*** Begin section ***
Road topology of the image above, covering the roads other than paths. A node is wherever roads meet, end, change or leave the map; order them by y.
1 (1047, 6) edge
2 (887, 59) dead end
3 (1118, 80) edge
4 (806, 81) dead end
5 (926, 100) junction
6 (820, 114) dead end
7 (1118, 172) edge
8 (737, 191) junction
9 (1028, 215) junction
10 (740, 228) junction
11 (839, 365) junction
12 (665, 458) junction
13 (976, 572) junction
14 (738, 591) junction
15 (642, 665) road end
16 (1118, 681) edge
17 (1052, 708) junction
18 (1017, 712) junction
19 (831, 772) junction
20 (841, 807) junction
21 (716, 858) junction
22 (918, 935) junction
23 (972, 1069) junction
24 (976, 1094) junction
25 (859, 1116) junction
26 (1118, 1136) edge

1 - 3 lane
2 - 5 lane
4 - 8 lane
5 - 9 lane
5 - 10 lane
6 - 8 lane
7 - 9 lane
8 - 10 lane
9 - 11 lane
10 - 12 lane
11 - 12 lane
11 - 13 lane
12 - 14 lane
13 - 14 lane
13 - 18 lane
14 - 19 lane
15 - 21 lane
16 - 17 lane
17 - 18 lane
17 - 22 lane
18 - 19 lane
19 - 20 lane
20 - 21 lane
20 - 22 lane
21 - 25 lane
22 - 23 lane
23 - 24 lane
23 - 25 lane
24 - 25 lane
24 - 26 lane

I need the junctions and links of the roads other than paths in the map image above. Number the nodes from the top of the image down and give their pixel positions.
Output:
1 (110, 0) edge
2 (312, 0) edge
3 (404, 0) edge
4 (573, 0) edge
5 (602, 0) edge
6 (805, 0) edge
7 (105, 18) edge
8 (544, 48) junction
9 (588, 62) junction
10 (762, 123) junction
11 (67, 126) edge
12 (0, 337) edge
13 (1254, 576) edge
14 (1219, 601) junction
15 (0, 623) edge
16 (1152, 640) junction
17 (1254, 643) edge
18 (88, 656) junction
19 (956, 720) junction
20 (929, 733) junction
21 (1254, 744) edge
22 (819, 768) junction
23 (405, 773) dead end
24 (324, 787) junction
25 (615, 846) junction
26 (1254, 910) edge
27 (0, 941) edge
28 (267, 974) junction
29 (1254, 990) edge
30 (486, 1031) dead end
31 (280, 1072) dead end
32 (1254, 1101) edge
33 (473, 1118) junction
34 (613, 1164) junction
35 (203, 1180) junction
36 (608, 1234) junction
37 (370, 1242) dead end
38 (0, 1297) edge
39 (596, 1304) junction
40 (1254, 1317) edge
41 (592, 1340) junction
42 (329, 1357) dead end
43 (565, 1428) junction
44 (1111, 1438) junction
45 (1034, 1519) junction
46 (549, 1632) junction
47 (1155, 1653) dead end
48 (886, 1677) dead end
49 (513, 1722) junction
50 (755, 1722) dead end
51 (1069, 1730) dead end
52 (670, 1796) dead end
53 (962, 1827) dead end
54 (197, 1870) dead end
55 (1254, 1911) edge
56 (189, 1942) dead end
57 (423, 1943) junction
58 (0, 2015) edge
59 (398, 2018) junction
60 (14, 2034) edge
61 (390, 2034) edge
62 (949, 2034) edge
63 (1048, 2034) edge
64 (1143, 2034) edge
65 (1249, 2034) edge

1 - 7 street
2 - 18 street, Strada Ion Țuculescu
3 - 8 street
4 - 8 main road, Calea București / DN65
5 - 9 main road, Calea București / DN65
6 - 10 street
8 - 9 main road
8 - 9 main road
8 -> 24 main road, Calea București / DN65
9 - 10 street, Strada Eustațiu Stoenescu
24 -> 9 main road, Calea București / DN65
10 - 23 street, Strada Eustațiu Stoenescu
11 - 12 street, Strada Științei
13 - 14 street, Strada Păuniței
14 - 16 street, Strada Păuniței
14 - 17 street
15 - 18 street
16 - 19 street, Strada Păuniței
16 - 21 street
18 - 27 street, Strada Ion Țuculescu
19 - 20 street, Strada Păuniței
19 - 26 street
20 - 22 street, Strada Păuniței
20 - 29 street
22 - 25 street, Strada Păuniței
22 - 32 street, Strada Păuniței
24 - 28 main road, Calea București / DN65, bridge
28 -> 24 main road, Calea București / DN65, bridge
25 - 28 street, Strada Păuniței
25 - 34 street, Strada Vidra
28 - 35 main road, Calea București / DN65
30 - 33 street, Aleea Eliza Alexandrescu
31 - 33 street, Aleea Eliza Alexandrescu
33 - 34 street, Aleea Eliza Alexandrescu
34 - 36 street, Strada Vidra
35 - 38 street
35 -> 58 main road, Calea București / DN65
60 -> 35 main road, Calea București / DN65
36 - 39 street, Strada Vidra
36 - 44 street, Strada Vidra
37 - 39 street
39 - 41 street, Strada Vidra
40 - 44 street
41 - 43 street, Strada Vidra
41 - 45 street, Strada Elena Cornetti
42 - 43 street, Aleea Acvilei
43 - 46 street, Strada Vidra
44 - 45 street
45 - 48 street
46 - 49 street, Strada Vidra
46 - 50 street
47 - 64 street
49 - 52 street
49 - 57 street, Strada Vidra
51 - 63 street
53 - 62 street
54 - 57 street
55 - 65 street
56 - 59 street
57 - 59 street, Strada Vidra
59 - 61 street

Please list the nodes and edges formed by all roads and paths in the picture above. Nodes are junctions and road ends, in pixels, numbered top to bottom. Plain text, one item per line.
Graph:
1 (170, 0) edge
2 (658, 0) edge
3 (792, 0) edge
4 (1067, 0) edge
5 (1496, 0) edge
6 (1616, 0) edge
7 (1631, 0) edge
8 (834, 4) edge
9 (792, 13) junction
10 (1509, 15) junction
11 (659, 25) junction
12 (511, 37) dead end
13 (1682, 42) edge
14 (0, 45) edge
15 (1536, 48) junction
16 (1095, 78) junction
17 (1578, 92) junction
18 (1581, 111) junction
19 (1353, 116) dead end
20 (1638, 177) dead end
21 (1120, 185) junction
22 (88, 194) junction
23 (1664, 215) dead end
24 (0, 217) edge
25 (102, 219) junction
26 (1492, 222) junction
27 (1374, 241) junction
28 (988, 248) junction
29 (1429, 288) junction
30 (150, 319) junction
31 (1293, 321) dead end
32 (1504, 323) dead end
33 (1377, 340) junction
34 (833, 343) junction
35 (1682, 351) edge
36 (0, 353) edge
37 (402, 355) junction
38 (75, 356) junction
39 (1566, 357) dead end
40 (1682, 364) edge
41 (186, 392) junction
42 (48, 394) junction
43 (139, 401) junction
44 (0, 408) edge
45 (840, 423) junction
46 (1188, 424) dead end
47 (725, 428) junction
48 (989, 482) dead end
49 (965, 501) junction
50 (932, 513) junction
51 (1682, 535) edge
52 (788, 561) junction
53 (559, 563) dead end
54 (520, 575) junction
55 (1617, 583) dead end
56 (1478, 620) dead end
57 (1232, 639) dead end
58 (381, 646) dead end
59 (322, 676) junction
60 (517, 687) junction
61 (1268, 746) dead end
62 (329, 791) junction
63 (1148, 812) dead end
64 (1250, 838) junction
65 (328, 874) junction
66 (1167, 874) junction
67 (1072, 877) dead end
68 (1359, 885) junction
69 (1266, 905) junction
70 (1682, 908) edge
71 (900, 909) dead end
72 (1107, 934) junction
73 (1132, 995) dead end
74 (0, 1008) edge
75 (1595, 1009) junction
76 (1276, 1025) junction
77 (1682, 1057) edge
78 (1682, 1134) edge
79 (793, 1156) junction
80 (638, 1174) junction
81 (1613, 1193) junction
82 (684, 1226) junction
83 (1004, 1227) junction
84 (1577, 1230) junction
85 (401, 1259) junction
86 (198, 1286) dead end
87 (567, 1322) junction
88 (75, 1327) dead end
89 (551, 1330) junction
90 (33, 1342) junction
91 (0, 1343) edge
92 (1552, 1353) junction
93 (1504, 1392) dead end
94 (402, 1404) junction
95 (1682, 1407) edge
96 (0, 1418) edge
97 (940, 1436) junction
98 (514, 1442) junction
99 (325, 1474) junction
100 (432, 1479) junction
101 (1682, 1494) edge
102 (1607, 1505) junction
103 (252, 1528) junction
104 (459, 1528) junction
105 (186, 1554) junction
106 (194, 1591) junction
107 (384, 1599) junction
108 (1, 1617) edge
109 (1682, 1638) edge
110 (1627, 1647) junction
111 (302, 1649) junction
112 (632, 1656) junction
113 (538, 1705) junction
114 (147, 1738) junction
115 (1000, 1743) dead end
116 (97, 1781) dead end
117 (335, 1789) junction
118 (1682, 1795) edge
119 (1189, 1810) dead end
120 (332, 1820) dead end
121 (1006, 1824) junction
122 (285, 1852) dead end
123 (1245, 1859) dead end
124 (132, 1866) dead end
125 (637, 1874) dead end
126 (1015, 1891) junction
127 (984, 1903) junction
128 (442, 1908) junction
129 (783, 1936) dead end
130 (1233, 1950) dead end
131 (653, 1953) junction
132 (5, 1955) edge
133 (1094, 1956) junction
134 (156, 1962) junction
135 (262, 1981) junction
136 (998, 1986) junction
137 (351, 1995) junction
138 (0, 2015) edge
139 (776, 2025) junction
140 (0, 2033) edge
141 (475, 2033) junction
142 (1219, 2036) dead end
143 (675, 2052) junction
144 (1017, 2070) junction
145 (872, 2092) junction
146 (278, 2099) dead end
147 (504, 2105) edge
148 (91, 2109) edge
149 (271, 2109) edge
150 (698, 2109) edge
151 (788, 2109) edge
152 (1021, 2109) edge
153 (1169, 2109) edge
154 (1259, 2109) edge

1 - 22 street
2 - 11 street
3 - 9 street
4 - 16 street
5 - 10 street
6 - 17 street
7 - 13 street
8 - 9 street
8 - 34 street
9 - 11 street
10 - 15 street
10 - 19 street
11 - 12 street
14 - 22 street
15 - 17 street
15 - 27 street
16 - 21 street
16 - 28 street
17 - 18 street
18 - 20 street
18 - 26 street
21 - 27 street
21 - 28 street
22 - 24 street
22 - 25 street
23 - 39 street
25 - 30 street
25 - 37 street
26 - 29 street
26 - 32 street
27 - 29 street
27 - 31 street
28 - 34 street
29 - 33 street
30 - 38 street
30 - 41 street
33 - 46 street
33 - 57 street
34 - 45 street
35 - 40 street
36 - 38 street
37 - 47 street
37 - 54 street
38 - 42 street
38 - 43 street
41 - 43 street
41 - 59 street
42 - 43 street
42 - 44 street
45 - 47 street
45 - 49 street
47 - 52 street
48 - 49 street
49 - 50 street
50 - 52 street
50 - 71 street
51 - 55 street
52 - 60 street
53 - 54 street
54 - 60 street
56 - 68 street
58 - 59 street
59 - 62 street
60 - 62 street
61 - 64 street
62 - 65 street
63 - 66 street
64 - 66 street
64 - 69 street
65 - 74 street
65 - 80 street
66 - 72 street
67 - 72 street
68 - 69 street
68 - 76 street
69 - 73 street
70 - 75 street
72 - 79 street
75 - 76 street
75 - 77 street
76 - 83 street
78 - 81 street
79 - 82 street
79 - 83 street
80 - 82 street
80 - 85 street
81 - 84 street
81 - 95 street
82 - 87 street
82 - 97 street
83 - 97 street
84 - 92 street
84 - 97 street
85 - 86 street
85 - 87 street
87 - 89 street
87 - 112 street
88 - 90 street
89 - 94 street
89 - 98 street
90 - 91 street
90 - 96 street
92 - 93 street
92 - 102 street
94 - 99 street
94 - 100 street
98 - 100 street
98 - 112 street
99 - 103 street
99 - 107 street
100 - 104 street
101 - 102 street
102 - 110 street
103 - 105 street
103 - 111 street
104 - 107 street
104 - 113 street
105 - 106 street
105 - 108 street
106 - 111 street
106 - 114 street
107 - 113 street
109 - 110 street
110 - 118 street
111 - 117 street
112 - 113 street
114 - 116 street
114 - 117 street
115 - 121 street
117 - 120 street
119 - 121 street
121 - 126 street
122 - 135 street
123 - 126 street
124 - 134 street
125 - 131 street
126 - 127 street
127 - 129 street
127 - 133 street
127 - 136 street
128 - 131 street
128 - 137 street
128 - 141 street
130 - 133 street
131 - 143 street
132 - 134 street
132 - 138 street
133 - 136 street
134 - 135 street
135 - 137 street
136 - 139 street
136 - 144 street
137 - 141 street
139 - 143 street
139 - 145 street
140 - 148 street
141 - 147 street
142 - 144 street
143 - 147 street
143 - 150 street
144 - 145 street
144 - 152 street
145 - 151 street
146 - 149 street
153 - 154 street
*** End section ***
### Your task
In the entries above, find each line with the word "roads" and show it.

### Solution to this exercise
Road topology of the image above, covering the roads other than paths. A node is wherever roads meet, end, change or leave the map; order them by y.
I need the junctions and links of the roads other than paths in the map image above. Number the nodes from the top of the image down and give their pixel positions.
Please list the nodes and edges formed by all roads and paths in the picture above. Nodes are junctions and road ends, in pixels, numbered top to bottom. Plain text, one item per line.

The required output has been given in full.